At least we got back to the UK and the sun the was shining.  All was going well until Northern Rail cancelled the train from the airport.  Got home eventually.

First thing we did when we got home was check out the cheap flights - back on the boat 10th September!

Jen and Becca Visit.

After a day of frantic scrubbing and hoovering - we have a full size cylinder hoover on the boat! we were ready for Jen and Becca.

The weather forecast wasn't that brilliant so we decided to stay another night in the clubing capital of Ibiza.
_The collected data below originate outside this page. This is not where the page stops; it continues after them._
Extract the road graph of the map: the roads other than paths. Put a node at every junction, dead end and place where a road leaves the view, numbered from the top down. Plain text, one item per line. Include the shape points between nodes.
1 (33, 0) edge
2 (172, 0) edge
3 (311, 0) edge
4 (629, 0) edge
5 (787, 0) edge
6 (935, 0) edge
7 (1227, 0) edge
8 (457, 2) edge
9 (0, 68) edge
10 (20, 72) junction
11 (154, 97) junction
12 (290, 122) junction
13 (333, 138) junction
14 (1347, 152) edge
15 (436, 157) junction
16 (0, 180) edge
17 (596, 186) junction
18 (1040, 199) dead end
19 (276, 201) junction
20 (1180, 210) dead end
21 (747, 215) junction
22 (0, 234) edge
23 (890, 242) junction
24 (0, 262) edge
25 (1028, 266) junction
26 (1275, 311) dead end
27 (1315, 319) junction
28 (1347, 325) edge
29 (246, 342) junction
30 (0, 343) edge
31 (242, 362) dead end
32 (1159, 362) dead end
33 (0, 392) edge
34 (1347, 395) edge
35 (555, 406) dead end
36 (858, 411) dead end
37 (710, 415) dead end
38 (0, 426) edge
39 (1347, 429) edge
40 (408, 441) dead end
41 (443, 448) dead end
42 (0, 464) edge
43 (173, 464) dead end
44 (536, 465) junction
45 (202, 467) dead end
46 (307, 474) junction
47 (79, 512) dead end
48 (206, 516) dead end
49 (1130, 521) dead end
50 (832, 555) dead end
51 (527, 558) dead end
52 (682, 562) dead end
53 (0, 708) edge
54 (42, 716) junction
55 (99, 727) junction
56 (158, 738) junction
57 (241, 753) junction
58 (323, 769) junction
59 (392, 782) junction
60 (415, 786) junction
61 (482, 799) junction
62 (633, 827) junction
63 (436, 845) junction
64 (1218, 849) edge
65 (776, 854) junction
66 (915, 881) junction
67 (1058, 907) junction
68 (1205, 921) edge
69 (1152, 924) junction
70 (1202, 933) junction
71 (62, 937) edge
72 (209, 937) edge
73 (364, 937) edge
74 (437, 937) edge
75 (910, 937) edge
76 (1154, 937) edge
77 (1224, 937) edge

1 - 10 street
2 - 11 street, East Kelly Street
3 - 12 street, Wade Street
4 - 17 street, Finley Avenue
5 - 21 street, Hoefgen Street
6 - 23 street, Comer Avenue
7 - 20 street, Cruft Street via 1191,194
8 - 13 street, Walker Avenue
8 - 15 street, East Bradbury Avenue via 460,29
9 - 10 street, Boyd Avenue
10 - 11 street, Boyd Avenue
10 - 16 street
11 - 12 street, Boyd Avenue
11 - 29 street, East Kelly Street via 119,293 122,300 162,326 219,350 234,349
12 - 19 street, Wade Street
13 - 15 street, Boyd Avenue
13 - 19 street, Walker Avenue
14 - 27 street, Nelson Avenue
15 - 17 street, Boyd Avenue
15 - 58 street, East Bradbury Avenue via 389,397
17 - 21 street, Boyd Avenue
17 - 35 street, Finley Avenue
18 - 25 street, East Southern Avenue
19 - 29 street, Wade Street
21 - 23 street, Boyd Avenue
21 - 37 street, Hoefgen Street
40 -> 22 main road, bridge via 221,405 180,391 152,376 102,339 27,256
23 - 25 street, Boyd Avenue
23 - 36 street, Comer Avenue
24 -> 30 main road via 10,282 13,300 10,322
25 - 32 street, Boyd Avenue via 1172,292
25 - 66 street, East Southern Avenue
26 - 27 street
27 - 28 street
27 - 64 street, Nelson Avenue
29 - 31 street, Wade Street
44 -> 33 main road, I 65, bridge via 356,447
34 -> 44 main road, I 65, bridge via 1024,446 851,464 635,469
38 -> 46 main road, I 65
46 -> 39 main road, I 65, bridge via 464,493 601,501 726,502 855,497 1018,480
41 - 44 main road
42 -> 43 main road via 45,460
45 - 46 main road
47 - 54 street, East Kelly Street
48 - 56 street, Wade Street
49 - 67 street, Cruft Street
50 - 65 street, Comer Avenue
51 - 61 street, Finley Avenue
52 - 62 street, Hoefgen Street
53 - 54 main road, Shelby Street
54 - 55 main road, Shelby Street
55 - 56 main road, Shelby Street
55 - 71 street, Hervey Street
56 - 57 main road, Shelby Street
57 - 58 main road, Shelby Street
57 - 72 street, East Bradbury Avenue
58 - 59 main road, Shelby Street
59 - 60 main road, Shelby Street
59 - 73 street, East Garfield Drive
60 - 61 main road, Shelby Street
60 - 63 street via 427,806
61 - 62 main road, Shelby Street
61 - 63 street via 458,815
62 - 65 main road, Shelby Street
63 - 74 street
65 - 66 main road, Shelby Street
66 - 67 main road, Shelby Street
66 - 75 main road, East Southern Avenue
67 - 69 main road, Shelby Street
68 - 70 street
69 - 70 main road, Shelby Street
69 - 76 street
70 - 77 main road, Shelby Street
We think the girls enjoyed it - they didn't get back until 5.30am so we're fairly sure they did.  Later that morning we sailed off and had a great fast sail in 15-20knots of wind. We headed further south east to find an anchorage without swell and dropped the anchor in Cala Tarida.  Great location - great beach and just look at the colour of the water.
Tropical waters!

We sailed past this famous rock arch

Fun on the water
The enterprising locals even came along in a dinghy making Majito cocktails for the boats at anchor.



Fresh cocktail anyone?



Mmmm - lovely

We had a wonderful time. And so did Derek - Jen and Becca's inflatable mascot.





Derek, the new crew member


Sadly and all too quickly it was time for the girls to go.  We rowed ashore and  found a taxi to take them to the airport.  Didn't want them to leave but work called. Sad to see them go.
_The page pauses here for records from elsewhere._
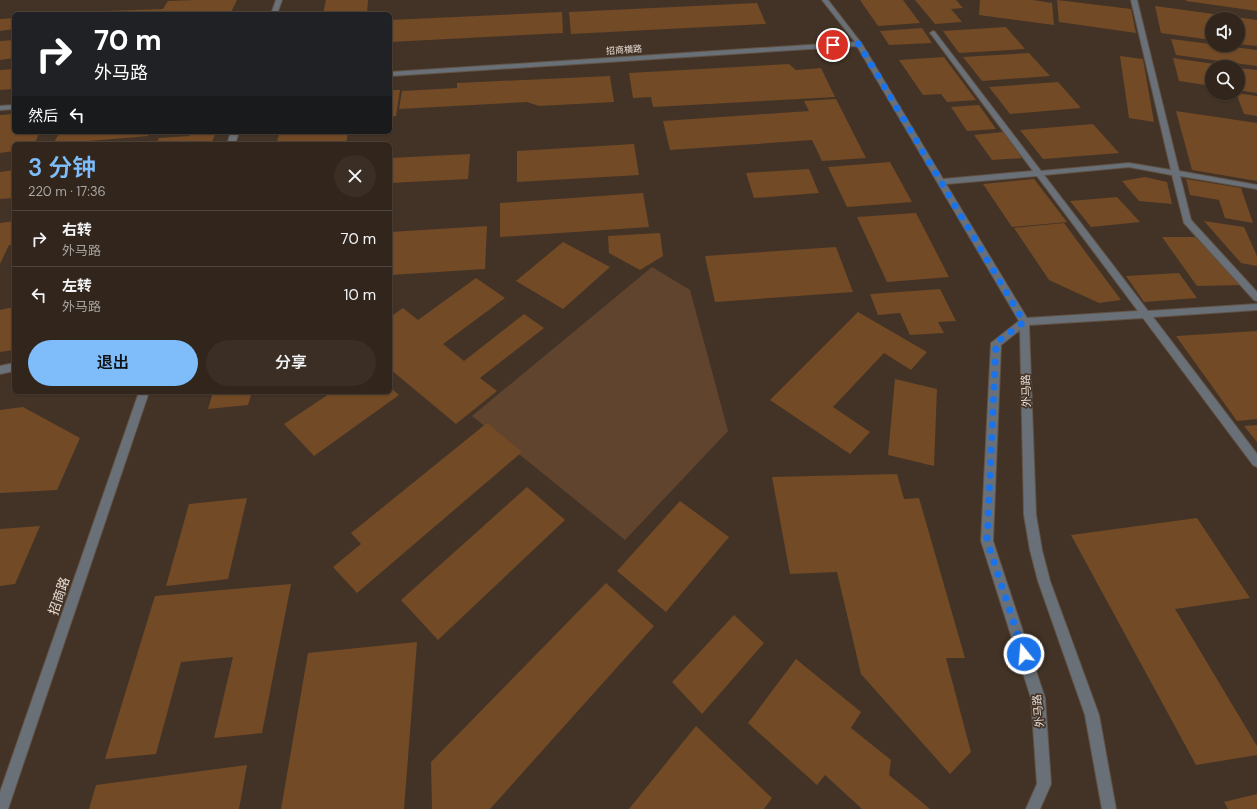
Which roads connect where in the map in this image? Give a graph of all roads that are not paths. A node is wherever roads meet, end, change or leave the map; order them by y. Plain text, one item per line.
1 (279, 0) edge
2 (825, 0) edge
3 (1134, 0) edge
4 (275, 12) edge
5 (933, 33) dead end
6 (859, 44) junction
7 (392, 74) edge
8 (12, 107) edge
9 (0, 108) edge
10 (1038, 173) junction
11 (1174, 173) junction
12 (941, 182) junction
13 (1257, 187) edge
14 (1257, 298) edge
15 (1257, 307) edge
16 (1144, 314) junction
17 (1024, 322) junction
18 (12, 367) edge
19 (0, 370) edge
20 (143, 394) edge
21 (1257, 462) edge
22 (1, 809) edge
23 (1033, 809) edge
24 (1109, 809) edge

1 - 4 street
2 - 6 street, 外马路
3 - 11 street
5 - 10 street
6 - 7 street, 招商横路
6 - 12 street, 外马路
8 - 9 street
10 - 11 street
10 - 12 street
10 - 16 street
11 - 13 street
11 - 14 street
12 - 17 street, 外马路
15 - 16 street
16 - 17 street
16 - 21 street
17 - 23 street, 外马路
17 - 24 street, 外马路
18 - 19 street
20 - 22 street, 招商路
Jayne and Martyn joined us in Tarida and cheered us up with a chilli and wine night on their boat

We stopped for another day or so before heading a little further along the coast with a view to heading back to the mainland.
Another good sunset

We paused at Cala d'Horta - another place with beautiful tourquoise water, waiting for a good forecast.






From Cabrera to Ibiza

We sailed back from Cabrera to the mainland, tried to get into a tiny cala on Mallorca but it had three boats in it already and we didn't fancy trying to squeeze in, it wouldn't have been a peaceful night! So we carried on across the Bay of Palma and returned to the Isla de sa Torre, we stopped a couple of nights here and met up with a lovely Dutch couple, Ben and Nelly, they live full time on their boat, keeping it in Torrevieja - another couple who really rate that harbour. We then scooted along back to Santa Ponsa and stopped for night or two waiting for a good weather forecast to cross back to Ibiza.

Leaving Cabrerra
At last we had a good forecast and set off at dawn, the forecast wind didn't materialise at first and we motorsailed but by midday the wind filled in, and from the right direction! miracles do happen.  We had a lovely sail back to Ibiza and even managed to goosewing down the side of Ibiza - flat seas and a steady wind directly behind us - another miracle.  We carried on past Porinatx - our intended stop as the sailing was so good.eventually anchoring in Cala Churacca.

Nice goosewing sailing for a while




The miracle didn't last though - the anchorage proved very rolly so we didn't get a lot of sleep.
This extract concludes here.